• Provided entries:
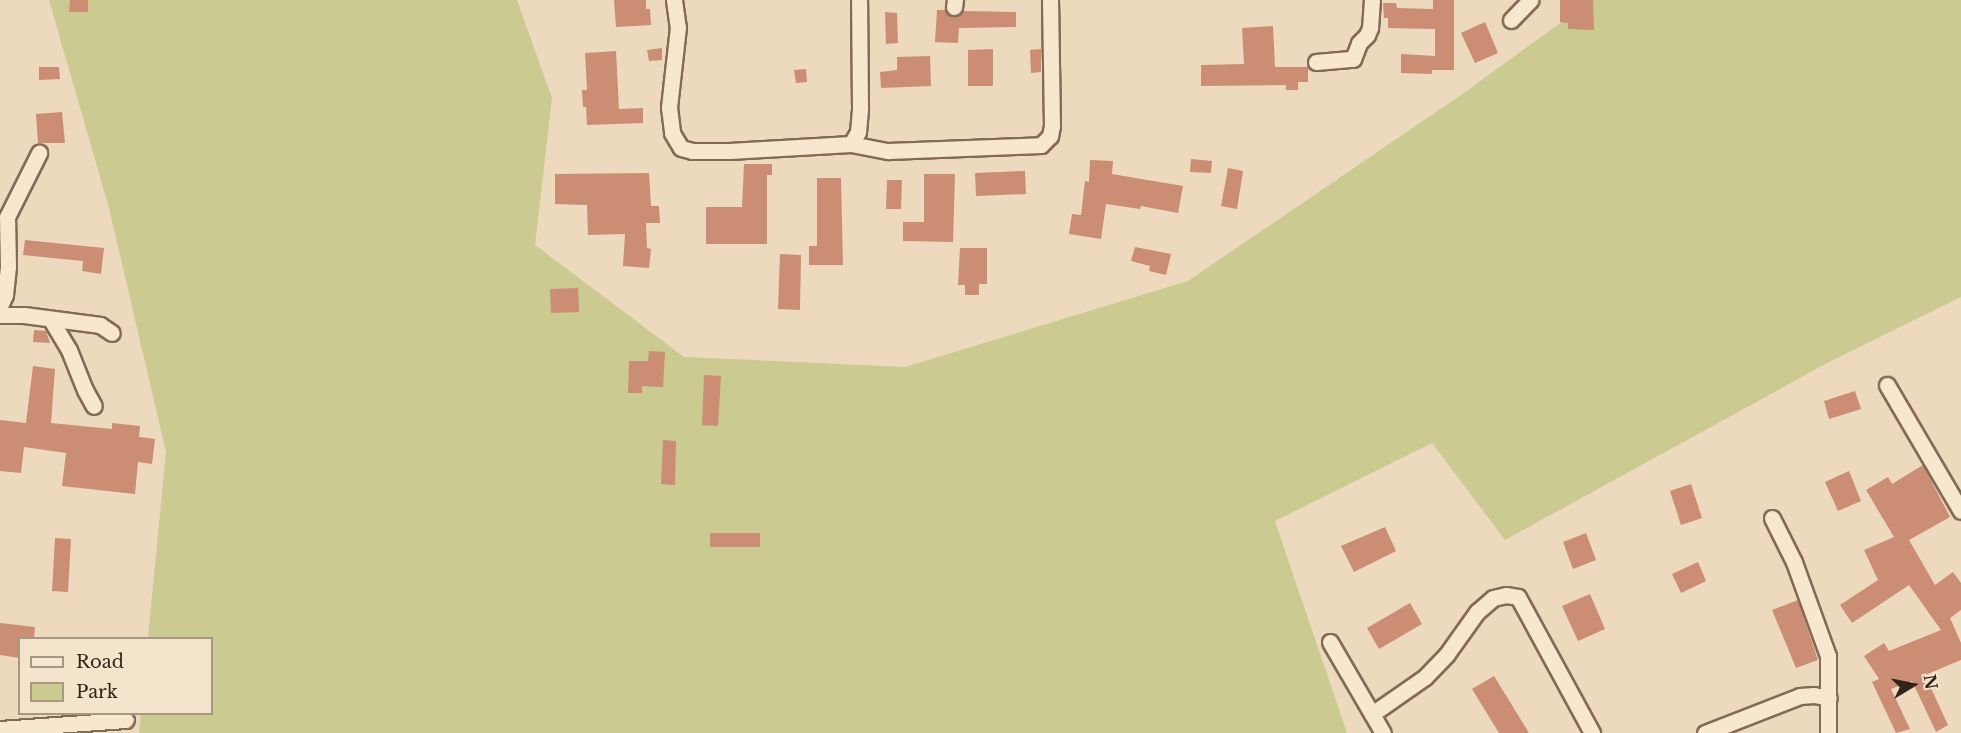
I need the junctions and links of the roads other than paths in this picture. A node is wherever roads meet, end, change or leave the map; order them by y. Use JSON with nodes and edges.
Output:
{"nodes":[{"id":1,"x":674,"y":0,"type":"edge"},
{"id":2,"x":859,"y":0,"type":"edge"},
{"id":3,"x":1050,"y":0,"type":"edge"},
{"id":4,"x":1372,"y":0,"type":"edge"},
{"id":5,"x":1530,"y":0,"type":"edge"},
{"id":6,"x":1511,"y":21,"type":"dead end"},
{"id":7,"x":1316,"y":62,"type":"dead end"},
{"id":8,"x":851,"y":144,"type":"junction"},
{"id":9,"x":39,"y":153,"type":"dead end"},
{"id":10,"x":0,"y":306,"type":"edge"},
{"id":11,"x":0,"y":315,"type":"edge"},
{"id":12,"x":51,"y":320,"type":"junction"},
{"id":13,"x":112,"y":333,"type":"dead end"},
{"id":14,"x":1887,"y":385,"type":"dead end"},
{"id":15,"x":94,"y":406,"type":"dead end"},
{"id":16,"x":1961,"y":511,"type":"edge"},
{"id":17,"x":1772,"y":518,"type":"dead end"},
{"id":18,"x":1330,"y":642,"type":"dead end"},
{"id":19,"x":1828,"y":698,"type":"junction"},
{"id":20,"x":1372,"y":714,"type":"junction"},
{"id":21,"x":126,"y":720,"type":"dead end"},
{"id":22,"x":0,"y":729,"type":"edge"},
{"id":23,"x":1383,"y":733,"type":"edge"},
{"id":24,"x":1592,"y":733,"type":"edge"},
{"id":25,"x":1705,"y":733,"type":"edge"},
{"id":26,"x":1828,"y":733,"type":"edge"}],
"edges":[{"from":1,"to":8,"type":"street"},
{"from":2,"to":8,"type":"street"},
{"from":3,"to":8,"type":"street"},
{"from":4,"to":7,"type":"street"},
{"from":5,"to":6,"type":"street"},
{"from":9,"to":10,"type":"street"},
{"from":11,"to":12,"type":"street"},
{"from":12,"to":13,"type":"street"},
{"from":12,"to":15,"type":"street"},
{"from":14,"to":16,"type":"street"},
{"from":17,"to":19,"type":"street"},
{"from":18,"to":20,"type":"street"},
{"from":19,"to":25,"type":"street"},
{"from":19,"to":26,"type":"street"},
{"from":20,"to":23,"type":"street"},
{"from":20,"to":24,"type":"street"},
{"from":21,"to":22,"type":"street"}]}
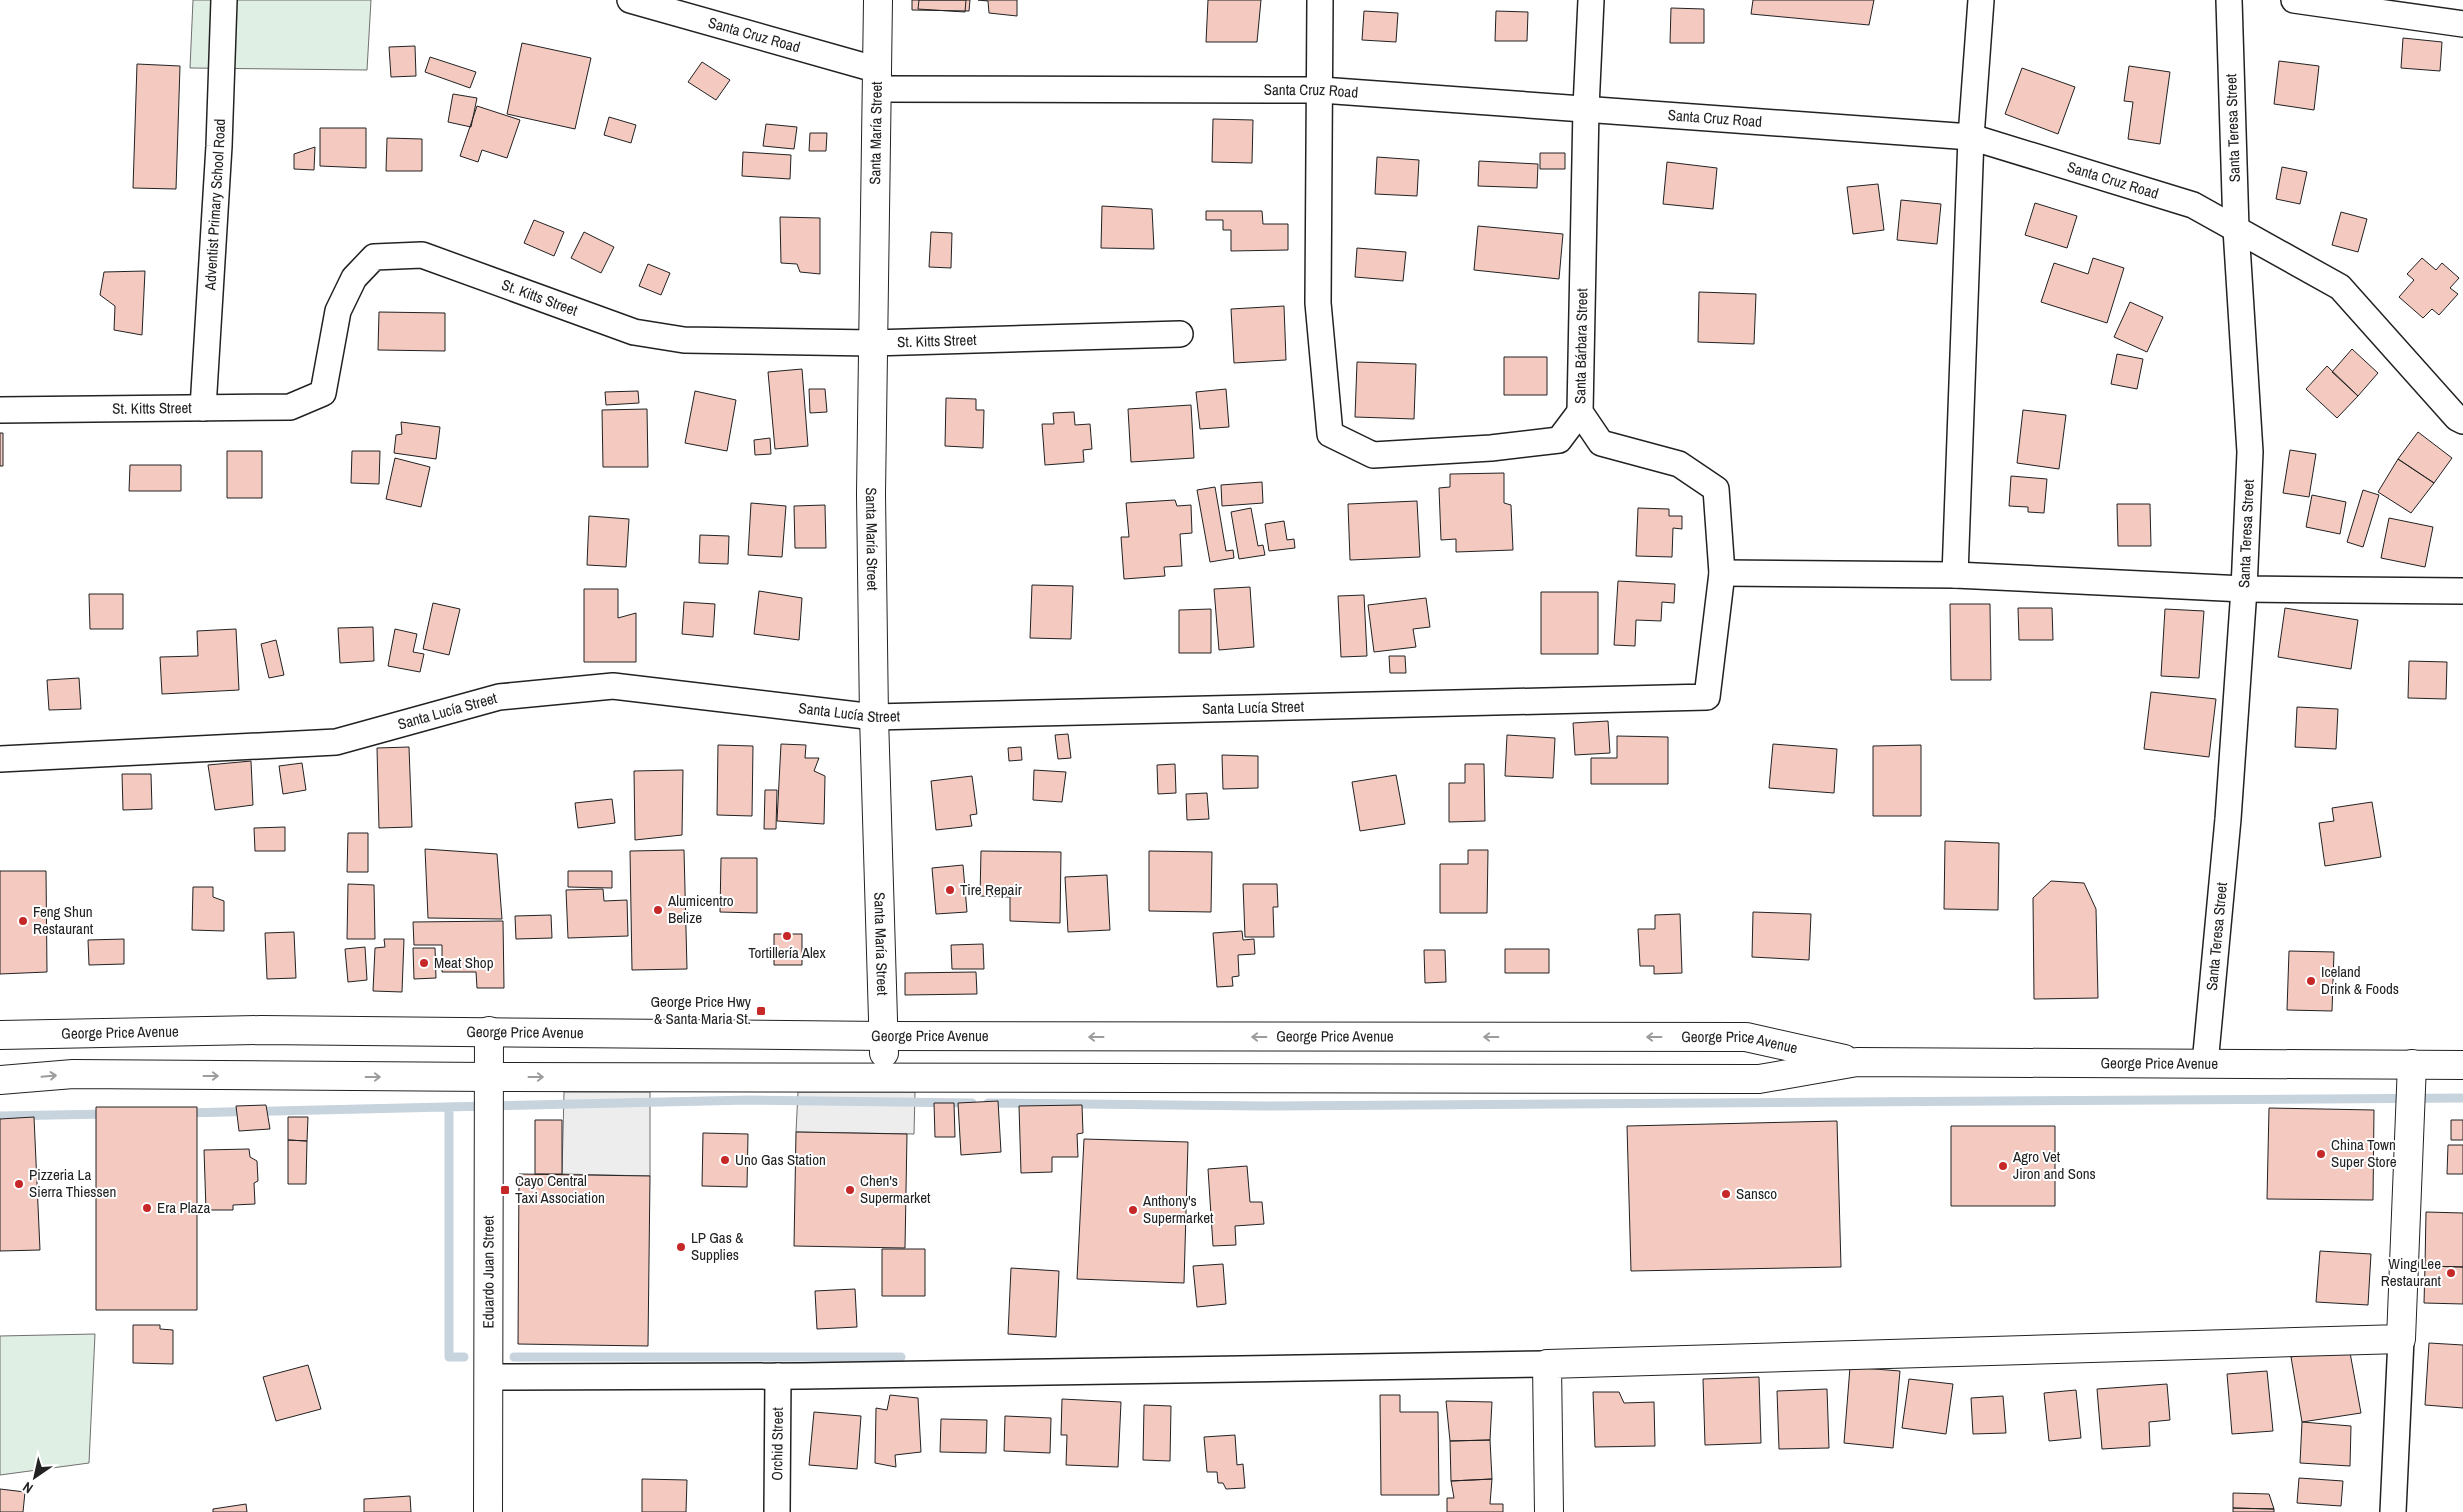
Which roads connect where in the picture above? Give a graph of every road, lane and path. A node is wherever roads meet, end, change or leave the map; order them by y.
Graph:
1 (224, 0) edge
2 (630, 0) edge
3 (878, 0) edge
4 (1320, 0) edge
5 (1591, 0) edge
6 (1981, 0) edge
7 (2229, 0) edge
8 (2294, 0) edge
9 (2463, 24) edge
10 (877, 80) junction
11 (1321, 90) junction
12 (1586, 108) junction
13 (1972, 137) junction
14 (2236, 229) junction
15 (1180, 334) dead end
16 (872, 343) junction
17 (203, 408) junction
18 (0, 410) edge
19 (1580, 412) junction
20 (2463, 421) edge
21 (1560, 440) junction
22 (1601, 443) junction
23 (1722, 572) junction
24 (1955, 575) junction
25 (2244, 589) junction
26 (2463, 591) edge
27 (874, 717) junction
28 (0, 758) edge
29 (489, 1031) junction
30 (0, 1035) edge
31 (884, 1036) junction
32 (1857, 1062) junction
33 (2205, 1064) junction
34 (2412, 1064) junction
35 (2463, 1065) edge
36 (884, 1076) junction
37 (488, 1077) junction
38 (0, 1080) edge
39 (2401, 1339) junction
40 (1547, 1364) junction
41 (778, 1376) junction
42 (489, 1377) junction
43 (488, 1512) edge
44 (777, 1512) edge
45 (1549, 1512) edge
46 (2393, 1512) edge

1 - 17 street, Adventist Primary School Road
2 - 10 street, Santa Cruz Road
3 - 10 main road, Santa María Street
4 - 11 street
5 - 12 street, Santa Bárbara Street
6 - 13 street
7 - 14 street, Santa Teresa Street
8 - 9 street
10 - 11 street, Santa Cruz Road
10 - 16 main road, Santa María Street
11 - 12 street, Santa Cruz Road
11 - 21 street
12 - 13 street, Santa Cruz Road
12 - 19 street, Santa Bárbara Street
13 - 14 street, Santa Cruz Road
13 - 24 street
14 - 20 street, Santa Cruz Road
14 - 25 street, Santa Teresa Street
15 - 16 street, St. Kitts Street
16 - 17 street, St. Kitts Street
16 - 27 main road, Santa María Street
17 - 18 street, St. Kitts Street
19 - 21 street
19 - 22 street, Santa Bárbara Street
21 - 22 street
22 - 23 street
23 - 24 street
23 - 27 street, Santa Lucía Street
24 - 25 street
25 - 26 street
25 - 33 street, Santa Teresa Street
27 - 28 street, Santa Lucía Street
27 - 31 main road, Santa María Street
29 - 30 main road, George Price Avenue
29 - 31 main road, George Price Avenue
29 - 37 main road, Eduardo Juan Street
32 -> 31 main road, George Price Avenue
31 - 36 main road, Santa María Street
32 - 33 main road, George Price Avenue
32 - 36 main road, George Price Avenue
33 - 34 main road, George Price Avenue
34 - 35 main road, George Price Avenue
34 - 39 main road
37 -> 36 main road, George Price Avenue
38 -> 37 main road, George Price Avenue
37 - 42 main road, Eduardo Juan Street
39 - 40 main road
39 - 46 street
40 - 41 street
40 - 45 main road
41 - 42 street
41 - 44 street, Orchid Street
42 - 43 main road, Eduardo Juan Street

• Exercise prompt:
Please set down the whole listing above exactly and skip every picture.

• Your solution:
I need the junctions and links of the roads other than paths in this picture. A node is wherever roads meet, end, change or leave the map; order them by y. Use JSON with nodes and edges.
Output:
{"nodes":[{"id":1,"x":674,"y":0,"type":"edge"},
{"id":2,"x":859,"y":0,"type":"edge"},
{"id":3,"x":1050,"y":0,"type":"edge"},
{"id":4,"x":1372,"y":0,"type":"edge"},
{"id":5,"x":1530,"y":0,"type":"edge"},
{"id":6,"x":1511,"y":21,"type":"dead end"},
{"id":7,"x":1316,"y":62,"type":"dead end"},
{"id":8,"x":851,"y":144,"type":"junction"},
{"id":9,"x":39,"y":153,"type":"dead end"},
{"id":10,"x":0,"y":306,"type":"edge"},
{"id":11,"x":0,"y":315,"type":"edge"},
{"id":12,"x":51,"y":320,"type":"junction"},
{"id":13,"x":112,"y":333,"type":"dead end"},
{"id":14,"x":1887,"y":385,"type":"dead end"},
{"id":15,"x":94,"y":406,"type":"dead end"},
{"id":16,"x":1961,"y":511,"type":"edge"},
{"id":17,"x":1772,"y":518,"type":"dead end"},
{"id":18,"x":1330,"y":642,"type":"dead end"},
{"id":19,"x":1828,"y":698,"type":"junction"},
{"id":20,"x":1372,"y":714,"type":"junction"},
{"id":21,"x":126,"y":720,"type":"dead end"},
{"id":22,"x":0,"y":729,"type":"edge"},
{"id":23,"x":1383,"y":733,"type":"edge"},
{"id":24,"x":1592,"y":733,"type":"edge"},
{"id":25,"x":1705,"y":733,"type":"edge"},
{"id":26,"x":1828,"y":733,"type":"edge"}],
"edges":[{"from":1,"to":8,"type":"street"},
{"from":2,"to":8,"type":"street"},
{"from":3,"to":8,"type":"street"},
{"from":4,"to":7,"type":"street"},
{"from":5,"to":6,"type":"street"},
{"from":9,"to":10,"type":"street"},
{"from":11,"to":12,"type":"street"},
{"from":12,"to":13,"type":"street"},
{"from":12,"to":15,"type":"street"},
{"from":14,"to":16,"type":"street"},
{"from":17,"to":19,"type":"street"},
{"from":18,"to":20,"type":"street"},
{"from":19,"to":25,"type":"street"},
{"from":19,"to":26,"type":"street"},
{"from":20,"to":23,"type":"street"},
{"from":20,"to":24,"type":"street"},
{"from":21,"to":22,"type":"street"}]}
Which roads connect where in the picture above? Give a graph of every road, lane and path. A node is wherever roads meet, end, change or leave the map; order them by y.
Graph:
1 (224, 0) edge
2 (630, 0) edge
3 (878, 0) edge
4 (1320, 0) edge
5 (1591, 0) edge
6 (1981, 0) edge
7 (2229, 0) edge
8 (2294, 0) edge
9 (2463, 24) edge
10 (877, 80) junction
11 (1321, 90) junction
12 (1586, 108) junction
13 (1972, 137) junction
14 (2236, 229) junction
15 (1180, 334) dead end
16 (872, 343) junction
17 (203, 408) junction
18 (0, 410) edge
19 (1580, 412) junction
20 (2463, 421) edge
21 (1560, 440) junction
22 (1601, 443) junction
23 (1722, 572) junction
24 (1955, 575) junction
25 (2244, 589) junction
26 (2463, 591) edge
27 (874, 717) junction
28 (0, 758) edge
29 (489, 1031) junction
30 (0, 1035) edge
31 (884, 1036) junction
32 (1857, 1062) junction
33 (2205, 1064) junction
34 (2412, 1064) junction
35 (2463, 1065) edge
36 (884, 1076) junction
37 (488, 1077) junction
38 (0, 1080) edge
39 (2401, 1339) junction
40 (1547, 1364) junction
41 (778, 1376) junction
42 (489, 1377) junction
43 (488, 1512) edge
44 (777, 1512) edge
45 (1549, 1512) edge
46 (2393, 1512) edge

1 - 17 street, Adventist Primary School Road
2 - 10 street, Santa Cruz Road
3 - 10 main road, Santa María Street
4 - 11 street
5 - 12 street, Santa Bárbara Street
6 - 13 street
7 - 14 street, Santa Teresa Street
8 - 9 street
10 - 11 street, Santa Cruz Road
10 - 16 main road, Santa María Street
11 - 12 street, Santa Cruz Road
11 - 21 street
12 - 13 street, Santa Cruz Road
12 - 19 street, Santa Bárbara Street
13 - 14 street, Santa Cruz Road
13 - 24 street
14 - 20 street, Santa Cruz Road
14 - 25 street, Santa Teresa Street
15 - 16 street, St. Kitts Street
16 - 17 street, St. Kitts Street
16 - 27 main road, Santa María Street
17 - 18 street, St. Kitts Street
19 - 21 street
19 - 22 street, Santa Bárbara Street
21 - 22 street
22 - 23 street
23 - 24 street
23 - 27 street, Santa Lucía Street
24 - 25 street
25 - 26 street
25 - 33 street, Santa Teresa Street
27 - 28 street, Santa Lucía Street
27 - 31 main road, Santa María Street
29 - 30 main road, George Price Avenue
29 - 31 main road, George Price Avenue
29 - 37 main road, Eduardo Juan Street
32 -> 31 main road, George Price Avenue
31 - 36 main road, Santa María Street
32 - 33 main road, George Price Avenue
32 - 36 main road, George Price Avenue
33 - 34 main road, George Price Avenue
34 - 35 main road, George Price Avenue
34 - 39 main road
37 -> 36 main road, George Price Avenue
38 -> 37 main road, George Price Avenue
37 - 42 main road, Eduardo Juan Street
39 - 40 main road
39 - 46 street
40 - 41 street
40 - 45 main road
41 - 42 street
41 - 44 street, Orchid Street
42 - 43 main road, Eduardo Juan Street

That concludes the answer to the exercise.